Providing such an alignment interface as a mechanical part separate from a floatation body, such as a hull or a substantially rigid main body, of the powered watercraft is advantageous because it allows for larger manufacturing tolerances for floatation body, such as the hull or main body, of the powered watercraft into which a removable battery pack and a removable propulsion module is intended to be integrated, thus potentially allowing for less complicated designs and simpler manufacturing of said floatation body, hull or substantially rigid main body. By an alignment structure as herein provided instead being positioned and affixed in alignment with the longitudinal direction of a floatation body, hull or substantially rigid main body of an electrical water-jet propelled surfboard, an electrical jetboard manufacturer or surfboard shaper does not need to adapt the surfboard to solve alignment problems both between the removable battery pack and the removable propulsion module and between the surfboard and the removable battery pack and the propulsion module. Rather, a vendor or manufacturer of removable battery packs and/or removable propulsion modules may provide a precisely manufactured alignment structure, which fits into a cavity in said hull or substantially rigid main body and provides alignment features to ensure precise positioning of a removable battery pack and a removable propulsion module relative to each other. Hereby, a simple and reliable alignment aide can be provided to ensure accurately positioning and physical engagement of a contacting portion of the replaceable battery pack with the removable propulsion module or vice versa.

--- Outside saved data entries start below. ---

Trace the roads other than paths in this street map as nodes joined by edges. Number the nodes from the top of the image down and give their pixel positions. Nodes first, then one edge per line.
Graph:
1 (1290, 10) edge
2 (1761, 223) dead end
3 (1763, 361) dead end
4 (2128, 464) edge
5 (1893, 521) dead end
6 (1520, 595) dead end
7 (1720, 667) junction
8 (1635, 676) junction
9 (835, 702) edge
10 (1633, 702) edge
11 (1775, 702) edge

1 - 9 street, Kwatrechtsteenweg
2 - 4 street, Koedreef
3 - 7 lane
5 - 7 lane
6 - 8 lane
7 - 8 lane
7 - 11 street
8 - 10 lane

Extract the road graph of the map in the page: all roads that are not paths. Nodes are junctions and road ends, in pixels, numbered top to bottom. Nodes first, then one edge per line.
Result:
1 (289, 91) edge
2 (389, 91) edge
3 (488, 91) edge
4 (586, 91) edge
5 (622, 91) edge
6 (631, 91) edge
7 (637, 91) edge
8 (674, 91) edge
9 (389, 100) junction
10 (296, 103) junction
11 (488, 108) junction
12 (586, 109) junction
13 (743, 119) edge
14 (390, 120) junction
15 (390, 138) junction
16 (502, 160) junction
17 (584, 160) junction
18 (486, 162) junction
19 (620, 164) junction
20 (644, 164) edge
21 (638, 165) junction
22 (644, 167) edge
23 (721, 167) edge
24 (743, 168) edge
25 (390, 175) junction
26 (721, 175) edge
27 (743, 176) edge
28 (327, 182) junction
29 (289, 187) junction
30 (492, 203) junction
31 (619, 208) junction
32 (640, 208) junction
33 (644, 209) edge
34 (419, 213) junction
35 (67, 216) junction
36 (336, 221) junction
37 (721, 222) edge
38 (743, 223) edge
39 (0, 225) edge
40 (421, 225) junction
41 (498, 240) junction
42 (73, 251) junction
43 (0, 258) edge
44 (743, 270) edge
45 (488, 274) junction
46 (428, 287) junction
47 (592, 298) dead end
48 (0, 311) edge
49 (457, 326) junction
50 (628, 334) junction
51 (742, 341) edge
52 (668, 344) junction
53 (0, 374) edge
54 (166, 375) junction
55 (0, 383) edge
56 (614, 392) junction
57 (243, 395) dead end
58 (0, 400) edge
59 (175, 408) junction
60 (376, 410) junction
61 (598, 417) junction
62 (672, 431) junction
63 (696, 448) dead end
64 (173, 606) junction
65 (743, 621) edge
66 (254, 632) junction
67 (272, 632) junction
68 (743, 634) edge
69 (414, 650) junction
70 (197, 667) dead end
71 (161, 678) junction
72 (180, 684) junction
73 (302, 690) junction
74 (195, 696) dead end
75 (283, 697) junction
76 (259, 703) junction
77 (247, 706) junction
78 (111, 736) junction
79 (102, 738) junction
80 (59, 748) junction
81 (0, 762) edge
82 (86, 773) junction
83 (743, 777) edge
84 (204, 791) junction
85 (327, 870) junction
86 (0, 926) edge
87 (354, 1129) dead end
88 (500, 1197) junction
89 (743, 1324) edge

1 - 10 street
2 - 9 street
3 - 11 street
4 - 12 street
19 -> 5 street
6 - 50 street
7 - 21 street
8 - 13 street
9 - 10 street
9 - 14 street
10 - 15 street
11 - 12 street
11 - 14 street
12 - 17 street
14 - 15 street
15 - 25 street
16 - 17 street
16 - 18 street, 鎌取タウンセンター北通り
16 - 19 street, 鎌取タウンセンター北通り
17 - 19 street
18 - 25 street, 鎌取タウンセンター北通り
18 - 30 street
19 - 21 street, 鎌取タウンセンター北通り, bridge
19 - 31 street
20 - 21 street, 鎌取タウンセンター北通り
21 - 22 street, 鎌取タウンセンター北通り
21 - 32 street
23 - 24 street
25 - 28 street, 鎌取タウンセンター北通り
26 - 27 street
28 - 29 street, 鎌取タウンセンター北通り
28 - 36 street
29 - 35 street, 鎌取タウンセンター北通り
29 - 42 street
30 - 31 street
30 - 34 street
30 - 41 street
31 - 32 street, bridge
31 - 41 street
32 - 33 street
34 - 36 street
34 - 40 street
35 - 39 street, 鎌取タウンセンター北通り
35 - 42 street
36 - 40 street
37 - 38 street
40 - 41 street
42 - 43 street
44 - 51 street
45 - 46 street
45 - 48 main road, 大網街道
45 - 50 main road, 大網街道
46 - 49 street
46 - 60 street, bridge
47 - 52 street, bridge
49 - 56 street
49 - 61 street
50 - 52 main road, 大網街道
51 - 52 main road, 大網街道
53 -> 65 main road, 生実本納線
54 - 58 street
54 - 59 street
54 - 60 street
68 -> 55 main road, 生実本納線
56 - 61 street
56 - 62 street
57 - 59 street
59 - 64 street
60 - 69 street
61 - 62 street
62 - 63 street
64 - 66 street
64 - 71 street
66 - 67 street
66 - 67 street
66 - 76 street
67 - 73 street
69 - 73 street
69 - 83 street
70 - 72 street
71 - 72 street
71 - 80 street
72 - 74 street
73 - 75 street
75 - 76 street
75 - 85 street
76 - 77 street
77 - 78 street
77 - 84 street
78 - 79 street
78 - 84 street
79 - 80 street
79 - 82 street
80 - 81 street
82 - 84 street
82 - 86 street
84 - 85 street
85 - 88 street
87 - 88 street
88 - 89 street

In some embodiments, the alignment structure comprises a releasable fastening element for fixedly locating one or both of a removable battery pack and a removable propulsion module. The releasable fastening elements may for example comprise a snap-lock, a quick-release bracket or a plurality of captive screw fasteners, etc. It is understood that the first and/or second alignment feature may provide releasable fastening elements for receiving a removable battery pack and/or a removable propulsion module. The removable battery pack and/or the removable propulsion module each comprises a compatible fastening elements configured to engage the releasable fastening element, such as a release handle connected to engage/disengage a quick-release bracket, etc. Alternatively or additionally, the alignment structure may comprise fastening elements configured to maintain one or both of the removable battery pack and the removable propulsion module at their respective mounted positions in the alignment structure.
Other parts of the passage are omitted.